36 comentarios en “Una cabellera y lo que con ella pasó

      1. Debes de ser una de las blogueras más constantes y regulares, no me extraña que de vez en cuando necesites animarte / renovarte. Supongo que la realidad también nos está afectando. Animo! Un beso, Paloma.

  1. Bien, bien, ya va saliendo esta mujer que me tenía fascinada. Realmente los imagino a todos guardados en un armario y debatiéndose por los rincones que deben ocupar cada uno. Una manera ingeniosa de recontar el mito.

    Hay mucha tela que cortar en esta historia y por cómo la ha contado Esme, más aún. “nada más tomar posesión del trono decidió montar una guerra. Venga, para ir abriendo boca” y etc., etc. Genial… Muy bueno, Evavill :))

    1. La Esme está encantada de oír la palabra fascinación referida a su persona 😉
      Fíjate, el siglo 200 antes de cristo y guerra en Siria. Nos repetimos.
      Gracias, Zoe :))

      1. Pues de verdad es “fascinación”. Qué mujer. Merece estar ahí. Es un auténtico contrapunto a la vida 🙂
        Lo de Siria, ya ves… Tremendo. Qué cansino es el ser humano, y dicen que vamos aprendiendo 🙄

        Gracias a ti, siempre, Evavill!

  2. Esmeralda!!!, qué te hace la represora esa?
    Con lo que te echamos de menos.
    Yo creo que te tiene celos, eres tan tú que ella se cortaría todo su cabello para poder imitarte.
    Esmeralda, te queremos.

    Besos.

  3. Bueno, uĺtimamente la tratas mal a Esmeralda , esta encerrada en su armario por la cuarentena y sin ella. Recuerdo los tiempos cuando Esme fue la protagonista indiscutible , una reina que montaba los escandalos tremendos por aqui. Dale la palabra un poco más a menudo, nunca falla. Un abrazo para las dos.

    1. Tuvo su época de esplendor y luego se apagó. Pero como le he dicho a Luna, no del todo, siempre ha estado ahí, al acecho.
      Me ha hecho mucha gracia lo de “escándalos tremendos”. Y a ella más 😉
      Abrazo, Tatiana

  4. Loa a la Esme, inspiradora de sueños y galácticas aventuras, que, cual cabellera de Berenice, ilumina desde un templo acristalado el cosmos de la letras. Un abrazo.

  5. Qué bonito cuento trajo Esme, que ya la tenía olvidada sin embargo me dio mucho gusto volver a sentir su voz escrita y que no se deje, que luche por salir y nos cuente más cuentos o lo que quiera.
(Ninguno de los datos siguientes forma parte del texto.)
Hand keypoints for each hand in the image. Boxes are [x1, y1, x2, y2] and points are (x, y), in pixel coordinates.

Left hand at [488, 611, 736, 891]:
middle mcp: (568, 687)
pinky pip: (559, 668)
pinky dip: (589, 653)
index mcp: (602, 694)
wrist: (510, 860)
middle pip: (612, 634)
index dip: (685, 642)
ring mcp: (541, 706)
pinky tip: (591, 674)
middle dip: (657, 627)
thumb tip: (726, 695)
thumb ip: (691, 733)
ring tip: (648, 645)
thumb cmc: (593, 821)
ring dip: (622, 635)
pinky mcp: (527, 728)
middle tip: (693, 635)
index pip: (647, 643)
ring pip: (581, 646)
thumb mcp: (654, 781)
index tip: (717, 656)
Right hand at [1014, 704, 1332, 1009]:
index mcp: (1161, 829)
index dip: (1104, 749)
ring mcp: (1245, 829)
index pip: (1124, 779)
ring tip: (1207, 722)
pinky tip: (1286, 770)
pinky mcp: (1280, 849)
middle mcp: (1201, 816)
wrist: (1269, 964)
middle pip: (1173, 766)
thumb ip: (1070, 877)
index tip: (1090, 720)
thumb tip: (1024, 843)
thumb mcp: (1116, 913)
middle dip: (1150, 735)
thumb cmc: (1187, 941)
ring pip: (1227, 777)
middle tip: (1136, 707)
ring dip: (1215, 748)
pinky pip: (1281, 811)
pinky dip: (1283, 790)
Me dio mucho gusto leerlo, está suave, para estos momentos en que las vibraciones traen mucho desaliento. Te mando un abrazo grande

  6. Me encanta Esme y además yo ya sabía que de un momento a otro la tendríamos de nuevo. Besazo para ella y para ti que aunque sois una, es mejor repartir, querida Paloma.

  7. Pues veamos lo que he aprendido de la historia. Lo primero que lo de nada más casarse y montar una guerra es una excusa para no estar con la parienta a la que seguro has dejado preñada… Y lo segundo, que los reyes siempre necesitan individuos que les aplaudan y les digan gilipolleces agradables de creer…
    Seguro que Esme coincide, pero como anda metida en papel de narrador no puede opinar 😉

    1. Pues eso, Esme no opina.
      Bastante acertada tu interpretación aunque yo creo que iban a la guerra porque les gustaba. De conciliar ni hablamos.
      Y sobre lo de los reyes, sí, lo más seguro. Extensible a cualquiera con poder, desde presidentes del gobierno o de la comunidad de vecinos 😉

  8. Por fin has vuelto,Esme!
    Vaya pandilla entre el Ptolomeo,Conon,Afrodita y Calímaco…
    Ya entonces estaban con guerras,envidias,trolas,etc.

    Hasta pronto,Esmeralda,un beso!

  9. ¡¡Qué alegría encontrarte, Esme!!!
    La desescalada, el confinamiento, la nueva normalidad me han dejado agotada y me he metido en el armario durante unas semanas.
    Me ha encantado leer tu historia.